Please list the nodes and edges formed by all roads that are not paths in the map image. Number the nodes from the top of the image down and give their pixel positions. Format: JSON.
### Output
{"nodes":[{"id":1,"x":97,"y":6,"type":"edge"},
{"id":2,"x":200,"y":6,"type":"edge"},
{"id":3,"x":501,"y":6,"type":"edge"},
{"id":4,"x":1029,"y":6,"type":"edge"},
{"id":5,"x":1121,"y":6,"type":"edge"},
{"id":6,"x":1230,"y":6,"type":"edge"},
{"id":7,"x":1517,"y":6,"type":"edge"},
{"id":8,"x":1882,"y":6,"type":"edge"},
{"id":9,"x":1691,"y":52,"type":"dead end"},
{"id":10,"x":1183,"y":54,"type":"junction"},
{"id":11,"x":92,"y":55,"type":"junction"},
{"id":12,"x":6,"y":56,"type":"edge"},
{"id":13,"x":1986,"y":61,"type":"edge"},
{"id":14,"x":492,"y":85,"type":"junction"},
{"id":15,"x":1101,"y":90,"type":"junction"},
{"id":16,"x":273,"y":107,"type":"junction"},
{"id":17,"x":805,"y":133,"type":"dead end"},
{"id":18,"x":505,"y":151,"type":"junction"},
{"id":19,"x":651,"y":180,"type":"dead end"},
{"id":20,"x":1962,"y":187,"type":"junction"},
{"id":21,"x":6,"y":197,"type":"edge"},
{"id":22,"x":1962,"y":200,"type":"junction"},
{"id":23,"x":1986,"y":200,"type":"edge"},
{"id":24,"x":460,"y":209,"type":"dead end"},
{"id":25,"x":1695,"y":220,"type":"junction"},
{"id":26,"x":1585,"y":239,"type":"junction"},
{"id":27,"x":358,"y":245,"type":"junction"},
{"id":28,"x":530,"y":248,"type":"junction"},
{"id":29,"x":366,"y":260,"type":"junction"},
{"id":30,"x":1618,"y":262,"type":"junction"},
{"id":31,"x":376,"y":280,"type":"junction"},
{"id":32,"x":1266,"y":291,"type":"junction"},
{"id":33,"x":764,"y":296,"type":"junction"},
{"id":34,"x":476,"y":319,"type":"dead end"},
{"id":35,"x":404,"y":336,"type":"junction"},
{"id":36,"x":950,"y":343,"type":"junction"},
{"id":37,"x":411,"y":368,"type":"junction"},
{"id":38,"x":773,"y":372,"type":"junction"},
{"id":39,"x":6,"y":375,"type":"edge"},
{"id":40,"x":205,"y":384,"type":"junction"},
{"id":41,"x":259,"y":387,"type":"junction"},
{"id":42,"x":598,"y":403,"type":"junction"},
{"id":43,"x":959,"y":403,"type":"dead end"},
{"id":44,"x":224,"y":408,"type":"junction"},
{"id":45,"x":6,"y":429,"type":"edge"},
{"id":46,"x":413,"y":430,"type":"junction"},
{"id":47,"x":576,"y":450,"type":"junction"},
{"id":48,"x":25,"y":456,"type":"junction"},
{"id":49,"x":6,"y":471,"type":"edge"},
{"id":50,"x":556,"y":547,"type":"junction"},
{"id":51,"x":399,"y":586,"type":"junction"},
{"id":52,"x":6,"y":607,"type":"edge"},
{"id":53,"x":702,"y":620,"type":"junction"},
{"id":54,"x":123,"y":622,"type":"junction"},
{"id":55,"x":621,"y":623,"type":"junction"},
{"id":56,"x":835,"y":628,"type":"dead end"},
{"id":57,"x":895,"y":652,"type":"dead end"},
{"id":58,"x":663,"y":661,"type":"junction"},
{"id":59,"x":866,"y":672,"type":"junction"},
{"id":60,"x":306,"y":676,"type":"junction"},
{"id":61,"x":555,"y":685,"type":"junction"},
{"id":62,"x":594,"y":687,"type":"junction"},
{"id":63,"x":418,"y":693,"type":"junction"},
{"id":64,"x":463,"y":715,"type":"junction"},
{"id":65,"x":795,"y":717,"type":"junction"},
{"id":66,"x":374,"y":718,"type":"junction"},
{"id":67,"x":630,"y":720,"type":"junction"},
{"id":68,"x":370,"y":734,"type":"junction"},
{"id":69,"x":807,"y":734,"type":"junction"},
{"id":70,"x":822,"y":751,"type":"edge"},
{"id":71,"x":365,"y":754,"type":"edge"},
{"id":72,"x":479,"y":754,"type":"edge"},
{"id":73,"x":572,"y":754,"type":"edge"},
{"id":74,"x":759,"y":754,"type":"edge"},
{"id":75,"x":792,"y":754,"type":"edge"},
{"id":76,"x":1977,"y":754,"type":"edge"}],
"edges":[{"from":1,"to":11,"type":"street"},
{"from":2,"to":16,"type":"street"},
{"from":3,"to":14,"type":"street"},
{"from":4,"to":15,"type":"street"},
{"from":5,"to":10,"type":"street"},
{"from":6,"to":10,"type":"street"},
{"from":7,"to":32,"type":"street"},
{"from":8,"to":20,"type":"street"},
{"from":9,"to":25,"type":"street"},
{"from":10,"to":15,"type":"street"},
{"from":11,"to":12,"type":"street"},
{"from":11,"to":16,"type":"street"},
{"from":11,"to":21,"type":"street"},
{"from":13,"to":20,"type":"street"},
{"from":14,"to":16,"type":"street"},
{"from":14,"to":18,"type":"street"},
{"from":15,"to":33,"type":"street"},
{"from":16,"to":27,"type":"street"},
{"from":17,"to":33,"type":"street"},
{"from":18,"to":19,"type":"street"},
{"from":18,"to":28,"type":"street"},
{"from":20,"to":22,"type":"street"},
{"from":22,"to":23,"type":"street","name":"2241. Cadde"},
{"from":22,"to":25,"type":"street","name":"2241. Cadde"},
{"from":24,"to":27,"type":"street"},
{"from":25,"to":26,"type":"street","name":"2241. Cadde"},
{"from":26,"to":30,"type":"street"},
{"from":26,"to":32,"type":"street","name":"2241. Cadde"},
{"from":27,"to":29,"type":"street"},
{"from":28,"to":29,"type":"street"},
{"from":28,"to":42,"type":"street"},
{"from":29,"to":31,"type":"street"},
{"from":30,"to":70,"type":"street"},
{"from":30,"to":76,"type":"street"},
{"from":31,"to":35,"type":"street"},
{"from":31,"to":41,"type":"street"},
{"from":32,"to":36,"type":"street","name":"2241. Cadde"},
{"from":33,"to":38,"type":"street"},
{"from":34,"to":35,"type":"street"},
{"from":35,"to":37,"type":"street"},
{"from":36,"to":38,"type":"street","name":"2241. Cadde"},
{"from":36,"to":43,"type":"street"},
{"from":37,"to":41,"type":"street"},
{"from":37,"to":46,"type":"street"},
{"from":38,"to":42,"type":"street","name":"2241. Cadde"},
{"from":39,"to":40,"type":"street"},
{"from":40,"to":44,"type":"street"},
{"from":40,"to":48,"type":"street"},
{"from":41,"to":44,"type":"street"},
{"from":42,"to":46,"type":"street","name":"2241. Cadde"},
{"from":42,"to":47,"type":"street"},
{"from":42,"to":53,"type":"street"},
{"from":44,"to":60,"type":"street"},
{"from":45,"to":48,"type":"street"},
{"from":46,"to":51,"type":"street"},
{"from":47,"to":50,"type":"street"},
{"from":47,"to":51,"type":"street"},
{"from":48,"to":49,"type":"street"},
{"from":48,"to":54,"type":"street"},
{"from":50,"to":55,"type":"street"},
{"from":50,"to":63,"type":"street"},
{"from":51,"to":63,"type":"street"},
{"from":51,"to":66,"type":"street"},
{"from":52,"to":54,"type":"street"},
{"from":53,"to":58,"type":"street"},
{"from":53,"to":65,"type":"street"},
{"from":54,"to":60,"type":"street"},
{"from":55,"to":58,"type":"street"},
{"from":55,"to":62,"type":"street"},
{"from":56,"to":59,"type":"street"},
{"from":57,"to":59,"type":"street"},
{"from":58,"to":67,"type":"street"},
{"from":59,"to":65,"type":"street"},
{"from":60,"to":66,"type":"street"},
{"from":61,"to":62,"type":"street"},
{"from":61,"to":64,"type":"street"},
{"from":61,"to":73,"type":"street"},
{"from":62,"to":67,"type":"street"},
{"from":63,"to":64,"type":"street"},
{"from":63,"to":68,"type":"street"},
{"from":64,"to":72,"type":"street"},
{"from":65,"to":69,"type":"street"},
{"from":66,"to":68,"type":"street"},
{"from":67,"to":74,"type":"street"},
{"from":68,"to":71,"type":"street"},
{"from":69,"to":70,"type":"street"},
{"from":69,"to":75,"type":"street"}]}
========
- _Work required_
Return each line above where the word "name" shows up.

- _Written solution_
{"from":22,"to":23,"type":"street","name":"2241. Cadde"},
{"from":22,"to":25,"type":"street","name":"2241. Cadde"},
{"from":25,"to":26,"type":"street","name":"2241. Cadde"},
{"from":26,"to":32,"type":"street","name":"2241. Cadde"},
{"from":32,"to":36,"type":"street","name":"2241. Cadde"},
{"from":36,"to":38,"type":"street","name":"2241. Cadde"},
{"from":38,"to":42,"type":"street","name":"2241. Cadde"},
{"from":42,"to":46,"type":"street","name":"2241. Cadde"},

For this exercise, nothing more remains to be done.